Cinq fruits et légumes par jour, c'était la première prescription du programme national nutrition santé (PNNS) lancé en 2001 ; l'incidence de certains cancers peut être réduite jusqu'à 50 % par l'alimentation, montrait l'étude européenne EPIC ; « La Santé vient en mangeant », dit le guide alimentaire diffusé en septembre. Et pour ceux qui ne seraient pas encore convaincus, voici un chiffre rond et parlant : 100 000 cas de cancers pourraient être évités chaque année en France par la prévention nutritionnelle.
C'est le World Cancer Research Fund (WCRF) International qui l'affirme dans le résumé, établi avec la collaboration du réseau NACRe (1), des données épidémiologiques : « Alimentation, nutrition et prévention des cancers, une perspective mondiale : application au contexte français » (2) ; une actualisation pour la France du rapport de référence de 1997 publiée à l'occasion des 4es Journées francophones de nutrition, à Dijon, du 27 au 29 novembre.

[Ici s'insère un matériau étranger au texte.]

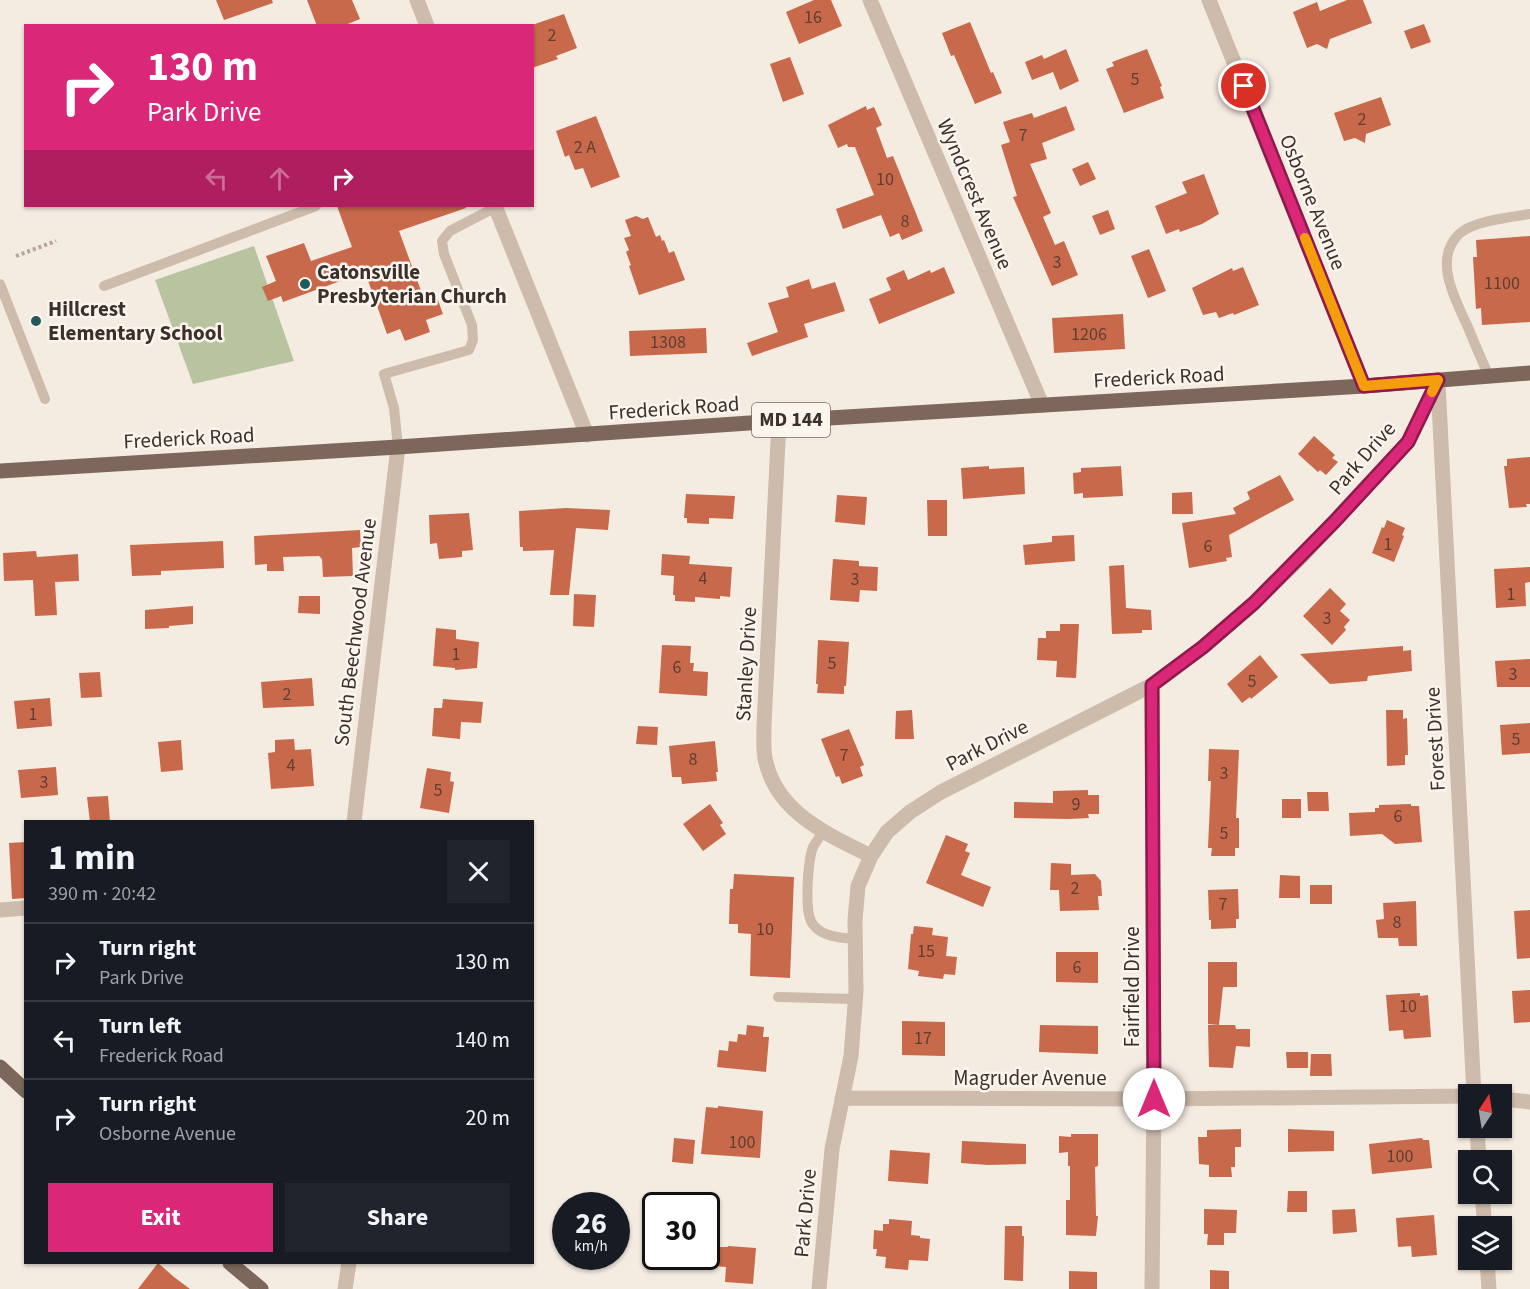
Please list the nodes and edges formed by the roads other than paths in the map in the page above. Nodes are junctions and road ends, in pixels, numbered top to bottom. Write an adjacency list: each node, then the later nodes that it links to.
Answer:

La probabilité d'avoir un cancer au cours de sa vie est estimée à une sur deux pour un homme et une sur trois pour une femme. En France, quelque 240 000 nouveaux cas et 143 000 décès par cancer sont enregistrés chaque année. Or la moitié des cancers du sein (17 000 sur les 34 000 nouveaux cas annuels) pourraient être évités par une augmentation de la consommation de légumes, de légumineuses et de produits céréaliers, une diminution de la consommation d'alcool, le maintien d'un poids équilibré et la pratique régulière d'une activité physique. La proportion de cancers colo-rectaux évitables (plus de fruits, de légumes et de sport, moins d'alcool, de tabac, de viandes et de charcuteries) est encore plus grande : 23 000 sur 33 000. Et même les cancers du poumon sont accessibles à la prévention nutritionnelle (en plus de l'arrêt du tabac) : 5 000 cas évitables par une hausse de la consommation de fruits et légumes.
Trois groupes à risque
En France, on boit encore trop d'alcool, on ne consomme pas assez de fruits et de légumes (qui doivent fournir 7 % de l'apport énergétique total), on est de plus en plus gros, on ne choisit pas assez souvent le poisson plutôt que la viande, on consomme trop d'acides gras saturés (le double des apports conseillés) et de sel, on ne fait pas assez de sport. En outre, on cuit trop et/ou mal les aliments et on n'utilise pas au mieux le réfrigérateur (température trop élevée, entretien insuffisant).
Bien sûr, tous les Français n'ont pas ces défauts réunis. Sur les six groupes définis par l'Observatoire des consommations alimentaires, trois surtout, qui représentent 50 % de la population adulte, sont à risque : les « jeunes mangeurs » (14 % de la population), entre 18 et 34 ans, gros consommateurs de biscuits sucrés, riz, pâtes, sodas et chocolat ; les « petites mangeuses pressées » (18 %), souvent jeunes et qui abusent des viennoiseries, pizzas et quiches ; enfin, les « gros mangeurs » (11 %), des hommes en majorité, amateurs de boissons alcoolisés, fromages, charcuteries, abats, pommes de terre et café (3).
Dans un pays où les plaisirs de la table restent heureusement valorisés et où la lutte contre le cancer a été justement décrétée priorité nationale, la marge de manœuvre est grande. A chacun de s'en convaincre.
(1) Le World Cancer Research Fund est une alliance internationale d'organisations dédiées à la prévention et à la maîtrise du cancer par une alimentation et des modes de vie équilibrés. Le réseau NACRe (Nutrition Alimentation Cancer Recherche), coordonné par Paule Martel (INRA), rassemble depuis janvier 2000 les équipes de recherches publiques engagées dans le domaine alimentation et cancer, parmi lesquelles celles de Serge Hercberg (INSERM), Elio Riboli (CIRC, Lyon), Marie-France Poupon (CNRS-institut Curie).
(2) Ce texte de 35 pages est diffusé avec le soutien de l'Institut français pour la nutrition ; il est accessible sur le site du WCRF International www.wcrf-fr.org.
(3) Les trois autres groupes : « petites mangeuses diversifiées » (15 % de la population), « gros mangeurs diversifiés » (14 %) et « mangeurs standards » (27 %).